The Tab P11 Pro comes with a dual rear camera setup that comprises a 13-megapixel f/2.0 main camera and 5-megapixel f/2.2 ultra-wide camera. Both snappers don’t exactly take great shots, but it should not be a big deal since it is not practical to use a tablet for taking photos.

For selfies, you get two 8-megapixel cameras. One is the main selfie camera, while the other is an IR sensor that is meant for more secure logins when you use the Tab P11 Pro’s face unlock feature. The resolution makes it decent enough for you to look flattering with those Zoom calls.

If you actually want to use the P11 Pro to shoot videos regardless of practicality,  the tablet can shoot up to Full HD resolution.

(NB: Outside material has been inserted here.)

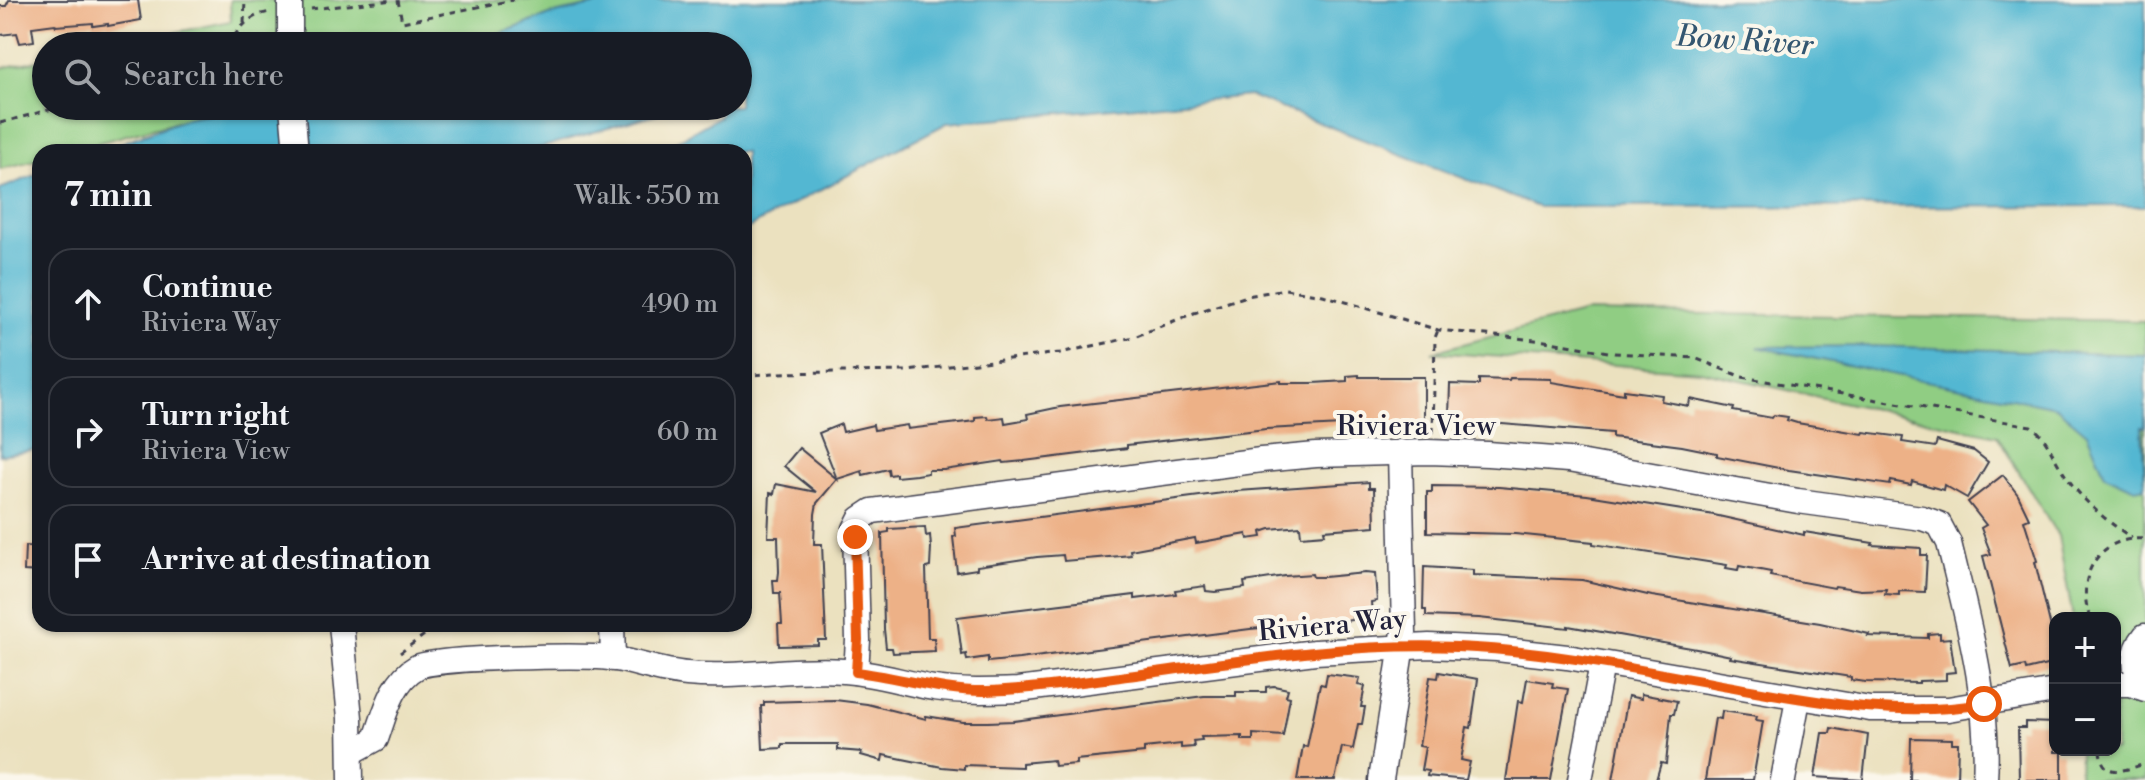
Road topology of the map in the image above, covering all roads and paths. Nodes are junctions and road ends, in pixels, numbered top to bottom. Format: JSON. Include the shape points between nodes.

Check out the sample footage below:

Performance, User Interface, and Battery Life

Powering the Tab P11 Pro is a Snapdragon 730G Processor that is paired with 6GB LPDDR4X RAM and 128GB UFS 2.1 storage, with the latter being expandable via MicroSD. While the processor may be dated since it is close to two years old, its other variants–namely the Snapdragon 720G and 732G–are still widely used in most 4G mid-range phones. While its CPU performance is close to the 5G-ready Snapdragon 765, the Snapdragon 730G lags behind in GPU performance.

While you can’t expect flagship performance like devices using Snapdragon 800-series processors, the Snapdragon 730G is at par with a Snapdragon 835, making it a versatile processor for most productivity work–which is why you’d even consider it.

For the past few years, brands have been trying to implement a desktop mode of sorts for their tablets (and to their phones sometimes), but these solutions are often not as smooth in terms of the overall experience.

The Tab P11 Pro’s Productivity mode is a different story, however: the moment you dock the tablet into the keyboard, the UI switches to a desktop-like mode that lets you open multiple windows at the same time on its generous 11.5-inch display. You can resize the windows and even move them around to maximize the screen estate.

At the bottom part, you even get a Windows-like taskbar to remind you which apps are actively running. While Android apps generally have limited support for tablets, Lenovo’s implementation is one of the best I have seen on an Android tablet so far, as it lets me shuffle through multiple windows as I do productivity work.

As someone who has been using an iPad Air as a laptop alternative, I’m quite impressed with how Lenovo tweaked the UI to make it feel like you are working on an actual laptop–all while running on a near-stock version of Android. While the processing package is not enough to run heavy photo and video editing apps, the Tab P11 Pro is just enough for daily productivity work, watching a bunch of videos, and a few games in between.

As for games, the Tab P11 Pro is capable of playing some of the most demanding titles out there. Some games like Asphalt 9 come with native keyboard support, making the Tab P11 Pro a capable tablet to play games while using the keyboard.

Keeping the lights on is an 8600mAh battery. With our battery test, the P11 Pro logged in almost 12 hours of use before entering power saver mode, which is an impressive number considering its display size.

Topping up the battery is done via 20w wired charging–which is currently the fastest possible charging speed for tablets. Topping up the battery will take you around under 3 hours, which is fairly good considering the battery capacity.

Wrap up and Conclusions

Our Lenovo Tab P11 Pro review reveals that while Android tablets are generally a mess, it’s one of the very few of its kind that’s good enough to be used as a productivity workhorse. While it has its fair share of quirks–like how the keyboard/kickstand combo is designed–the Tab P11 Pro’s gorgeous display makes it one of the best premium mid-range tablets out there.

Pair that with great speakers and a very serviceable keyboard and trackpad, the Tab P11 Pro’s functionality makes it act like a smaller and Android-powered version of Lenovo’s Yoga Duet laptops. With the Tab P11 Pro’s execution on its Productivity Mode UI, we look forward to seeing future Android tablets match (or exceed) Lenovo’s approach to a streamlined tablet interface.

Lenovo Tab P11 Pro Review Philippines Price

The Tab P11 Pro is priced at Php 36,990 with the smart keyboard and kickstand cover and Lenovo digital pen and is available at authorized Lenovo stores and at the official Lenovo Mobile store in Lazada.